Activity =>
Go line by line through the data below and count those that hold "South". Return only the number.

Saved entries
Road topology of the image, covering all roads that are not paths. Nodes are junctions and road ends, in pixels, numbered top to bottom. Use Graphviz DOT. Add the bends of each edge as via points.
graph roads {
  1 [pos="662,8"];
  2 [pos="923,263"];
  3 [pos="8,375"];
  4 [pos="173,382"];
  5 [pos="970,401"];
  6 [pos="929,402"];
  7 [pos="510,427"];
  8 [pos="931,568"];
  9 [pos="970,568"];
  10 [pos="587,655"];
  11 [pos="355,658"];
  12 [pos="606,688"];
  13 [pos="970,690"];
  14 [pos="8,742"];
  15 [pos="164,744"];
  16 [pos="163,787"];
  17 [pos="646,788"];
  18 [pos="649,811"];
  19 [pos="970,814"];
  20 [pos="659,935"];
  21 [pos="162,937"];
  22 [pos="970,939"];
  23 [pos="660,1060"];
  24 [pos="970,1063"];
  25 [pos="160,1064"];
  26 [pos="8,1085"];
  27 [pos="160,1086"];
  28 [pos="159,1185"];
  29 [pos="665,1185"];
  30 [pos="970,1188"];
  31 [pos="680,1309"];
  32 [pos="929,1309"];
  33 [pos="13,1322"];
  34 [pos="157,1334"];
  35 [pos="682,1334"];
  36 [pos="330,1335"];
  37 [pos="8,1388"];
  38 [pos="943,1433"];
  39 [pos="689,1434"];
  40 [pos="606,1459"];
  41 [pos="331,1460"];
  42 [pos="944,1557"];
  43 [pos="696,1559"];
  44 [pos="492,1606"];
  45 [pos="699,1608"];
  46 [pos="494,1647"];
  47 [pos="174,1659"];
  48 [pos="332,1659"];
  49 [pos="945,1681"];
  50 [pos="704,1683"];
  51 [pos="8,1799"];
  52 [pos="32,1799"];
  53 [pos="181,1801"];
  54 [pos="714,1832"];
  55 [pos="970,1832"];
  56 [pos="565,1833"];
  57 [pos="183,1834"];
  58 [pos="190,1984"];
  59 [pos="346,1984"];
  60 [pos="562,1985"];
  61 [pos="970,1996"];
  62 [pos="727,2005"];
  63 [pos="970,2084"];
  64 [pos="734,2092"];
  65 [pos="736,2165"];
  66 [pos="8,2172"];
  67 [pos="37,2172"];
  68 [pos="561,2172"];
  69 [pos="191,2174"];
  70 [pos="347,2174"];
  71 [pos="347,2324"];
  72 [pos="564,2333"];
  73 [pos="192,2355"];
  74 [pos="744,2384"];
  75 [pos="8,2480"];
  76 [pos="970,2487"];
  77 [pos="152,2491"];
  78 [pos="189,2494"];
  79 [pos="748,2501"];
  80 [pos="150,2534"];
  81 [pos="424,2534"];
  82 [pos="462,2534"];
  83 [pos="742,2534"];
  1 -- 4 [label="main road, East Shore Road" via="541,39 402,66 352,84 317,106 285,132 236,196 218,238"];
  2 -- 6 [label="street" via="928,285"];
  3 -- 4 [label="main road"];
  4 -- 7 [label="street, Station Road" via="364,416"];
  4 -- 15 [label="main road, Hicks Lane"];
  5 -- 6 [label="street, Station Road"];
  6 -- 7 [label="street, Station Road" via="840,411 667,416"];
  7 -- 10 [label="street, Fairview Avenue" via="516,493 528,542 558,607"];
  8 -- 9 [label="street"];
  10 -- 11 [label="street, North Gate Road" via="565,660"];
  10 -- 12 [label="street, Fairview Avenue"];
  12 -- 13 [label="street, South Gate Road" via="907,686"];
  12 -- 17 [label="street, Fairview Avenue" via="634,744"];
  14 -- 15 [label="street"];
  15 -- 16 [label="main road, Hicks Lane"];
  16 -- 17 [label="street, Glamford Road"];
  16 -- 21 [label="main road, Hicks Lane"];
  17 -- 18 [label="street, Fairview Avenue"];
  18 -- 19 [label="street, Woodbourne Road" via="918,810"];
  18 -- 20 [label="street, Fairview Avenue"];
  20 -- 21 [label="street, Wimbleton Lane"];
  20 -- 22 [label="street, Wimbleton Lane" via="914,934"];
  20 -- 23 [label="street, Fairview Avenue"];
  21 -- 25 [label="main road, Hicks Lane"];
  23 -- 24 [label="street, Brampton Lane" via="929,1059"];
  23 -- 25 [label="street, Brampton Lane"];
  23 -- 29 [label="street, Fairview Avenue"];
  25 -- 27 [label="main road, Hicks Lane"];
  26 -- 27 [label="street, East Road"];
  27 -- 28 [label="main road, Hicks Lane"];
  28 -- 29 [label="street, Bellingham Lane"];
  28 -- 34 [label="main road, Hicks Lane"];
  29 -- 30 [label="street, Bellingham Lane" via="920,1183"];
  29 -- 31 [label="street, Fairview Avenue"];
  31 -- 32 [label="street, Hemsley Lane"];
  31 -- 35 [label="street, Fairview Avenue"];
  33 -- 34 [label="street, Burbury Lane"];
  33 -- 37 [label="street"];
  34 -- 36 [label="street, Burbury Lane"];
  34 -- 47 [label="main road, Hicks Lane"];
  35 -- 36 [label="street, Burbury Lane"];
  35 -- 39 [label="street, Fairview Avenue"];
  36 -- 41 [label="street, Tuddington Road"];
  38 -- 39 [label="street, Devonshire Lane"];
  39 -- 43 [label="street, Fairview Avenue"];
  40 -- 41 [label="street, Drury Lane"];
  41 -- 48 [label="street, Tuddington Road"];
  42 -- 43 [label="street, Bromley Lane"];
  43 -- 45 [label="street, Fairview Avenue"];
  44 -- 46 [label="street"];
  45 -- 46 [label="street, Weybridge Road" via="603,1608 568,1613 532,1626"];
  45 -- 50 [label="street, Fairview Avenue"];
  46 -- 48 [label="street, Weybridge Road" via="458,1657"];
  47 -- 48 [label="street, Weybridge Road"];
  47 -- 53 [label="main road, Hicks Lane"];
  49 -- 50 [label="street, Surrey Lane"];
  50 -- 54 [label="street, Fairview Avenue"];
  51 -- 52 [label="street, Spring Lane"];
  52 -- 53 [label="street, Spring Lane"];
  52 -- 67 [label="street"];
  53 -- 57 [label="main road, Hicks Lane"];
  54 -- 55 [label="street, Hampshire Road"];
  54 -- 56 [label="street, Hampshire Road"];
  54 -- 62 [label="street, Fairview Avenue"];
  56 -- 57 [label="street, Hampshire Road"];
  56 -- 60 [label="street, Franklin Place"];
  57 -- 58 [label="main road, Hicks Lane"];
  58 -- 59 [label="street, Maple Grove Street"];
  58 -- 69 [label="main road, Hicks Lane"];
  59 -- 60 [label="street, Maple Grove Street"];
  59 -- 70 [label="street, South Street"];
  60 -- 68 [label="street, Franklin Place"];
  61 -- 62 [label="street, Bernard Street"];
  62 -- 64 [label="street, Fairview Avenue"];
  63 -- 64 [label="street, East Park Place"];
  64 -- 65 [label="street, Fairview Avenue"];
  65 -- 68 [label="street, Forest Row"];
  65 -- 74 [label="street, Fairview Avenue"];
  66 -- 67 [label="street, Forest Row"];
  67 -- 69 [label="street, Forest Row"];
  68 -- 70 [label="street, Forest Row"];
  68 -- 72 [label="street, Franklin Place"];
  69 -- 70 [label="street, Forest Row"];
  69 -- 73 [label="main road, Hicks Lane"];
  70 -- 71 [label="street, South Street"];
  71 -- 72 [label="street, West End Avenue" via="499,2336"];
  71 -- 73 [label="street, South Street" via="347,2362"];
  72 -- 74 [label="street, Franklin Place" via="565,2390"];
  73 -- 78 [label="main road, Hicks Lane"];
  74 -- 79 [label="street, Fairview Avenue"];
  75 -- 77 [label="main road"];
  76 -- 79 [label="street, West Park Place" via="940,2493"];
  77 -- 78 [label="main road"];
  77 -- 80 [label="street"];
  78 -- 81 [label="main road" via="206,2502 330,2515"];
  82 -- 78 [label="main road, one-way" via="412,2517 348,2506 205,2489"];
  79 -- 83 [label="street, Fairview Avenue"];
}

Output for this task =>
4